Just 25, he remembers when lions used to roam the land around his village, about 25 km from the city of Arusha, basecamp for safaris into the Serengetti. Now most of the wild animals have been moved into the National Parks. When he was a child the land used to be mainly Maasai territory and they had ample land to graze their livestock and material to build their homes. They also had little access to education and practiced female circumcision, a ritual Jonathan says has largely died out (it’s outlawed in Tanzania).
Despite his modern beliefs and gadgets, his education and desire to continue his education to lead safaris and tours, he pines for the old days.
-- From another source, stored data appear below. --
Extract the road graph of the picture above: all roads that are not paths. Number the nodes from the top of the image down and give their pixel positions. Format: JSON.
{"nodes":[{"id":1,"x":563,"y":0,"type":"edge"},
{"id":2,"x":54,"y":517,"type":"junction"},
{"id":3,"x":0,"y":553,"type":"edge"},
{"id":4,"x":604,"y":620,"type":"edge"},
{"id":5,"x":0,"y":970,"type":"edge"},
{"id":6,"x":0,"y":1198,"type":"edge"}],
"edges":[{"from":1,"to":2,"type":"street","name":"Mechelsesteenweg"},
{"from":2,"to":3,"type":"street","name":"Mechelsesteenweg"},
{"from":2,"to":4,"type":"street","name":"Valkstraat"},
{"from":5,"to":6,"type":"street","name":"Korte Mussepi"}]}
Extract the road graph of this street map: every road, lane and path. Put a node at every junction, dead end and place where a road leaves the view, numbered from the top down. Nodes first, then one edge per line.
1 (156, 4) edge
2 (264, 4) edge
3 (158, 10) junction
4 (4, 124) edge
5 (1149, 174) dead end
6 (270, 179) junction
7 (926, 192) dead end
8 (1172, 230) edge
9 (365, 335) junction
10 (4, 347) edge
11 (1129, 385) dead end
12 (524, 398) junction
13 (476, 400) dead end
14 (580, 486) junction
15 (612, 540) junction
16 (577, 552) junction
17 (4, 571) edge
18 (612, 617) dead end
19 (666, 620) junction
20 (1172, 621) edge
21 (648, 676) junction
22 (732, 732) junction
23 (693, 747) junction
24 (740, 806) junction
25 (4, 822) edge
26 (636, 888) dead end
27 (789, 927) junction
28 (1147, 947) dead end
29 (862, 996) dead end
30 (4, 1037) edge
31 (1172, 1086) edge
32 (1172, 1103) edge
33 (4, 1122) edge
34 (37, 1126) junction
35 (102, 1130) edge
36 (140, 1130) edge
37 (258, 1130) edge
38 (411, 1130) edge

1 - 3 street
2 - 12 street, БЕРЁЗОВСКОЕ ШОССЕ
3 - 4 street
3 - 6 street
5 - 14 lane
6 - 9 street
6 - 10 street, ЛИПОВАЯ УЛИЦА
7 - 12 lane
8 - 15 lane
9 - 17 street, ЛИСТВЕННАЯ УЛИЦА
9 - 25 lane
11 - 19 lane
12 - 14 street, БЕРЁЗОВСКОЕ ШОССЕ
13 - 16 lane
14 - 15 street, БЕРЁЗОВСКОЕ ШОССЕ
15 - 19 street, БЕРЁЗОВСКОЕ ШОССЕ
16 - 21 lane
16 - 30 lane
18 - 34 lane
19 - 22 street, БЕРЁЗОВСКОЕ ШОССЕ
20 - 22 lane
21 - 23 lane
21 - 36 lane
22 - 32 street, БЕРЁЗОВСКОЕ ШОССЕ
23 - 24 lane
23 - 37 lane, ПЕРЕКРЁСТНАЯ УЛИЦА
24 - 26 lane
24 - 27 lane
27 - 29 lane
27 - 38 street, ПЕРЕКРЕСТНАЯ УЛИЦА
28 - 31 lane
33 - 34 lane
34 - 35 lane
“Some people think it’s good (now) because there’s more education. But the people now don’t have a lot of cows because there’s no place to feed them.”
I met Jonathan in the village of Meserani, where he took Connie and I on a tour of a small Maasai museum. We chatted afterwards and I asked him if I could come with him to visit his boma – not as a tour, just to meet his family.
We walked an uneven dirt track in the midst of the Rift Valley surrounded by sweeping scrub-land and the freestanding, rolling eruptions of earth that speak to the area’s volcanic history, all in the shadow of 15,000-foot Mt. Meru.
A circular fence of cactus-like plants surrounds Jonathan’s boma, a series of round huts and small corrals of thorny plants. Cattle have traditionally been the lifeblood, quite literally of the Maasai, who drink cow’s blood as a staple of their diet (Jonathan says his religious beliefs now prevent him from the practice). But the days of free roaming herds are coming to an end, with non-Maasai moving in over the past twenty years and crowding out the pastureland, dwindling the herds.
“The Swahili people don’t have cattle and get mad when Maasai cows eat their trees.”
The outside world has crept into the boma, too. Pages from old Cosmopolitans and Vogues adorn the walls of Jonathan’s brother’s hut.
Over the course of several days, we got to know Jonathan well. He’s quick-witted, generous, and resourceful (saved my ass when I got pickpocketed, but that’s another post). On the day we left he said goodbye and told us that next time we come to Tanzania, we should set up our tent in his boma. By the time we return, I hope someday soon, he will be a father – his wife is due to give birth to their first child in August. He hopes his child treads the same tricky path he is taking: one of education and worldliness, but contained in the colorful robes and traditions that remind him where he comes from.
That's an amazing story Heath, makes me wish I was there with you.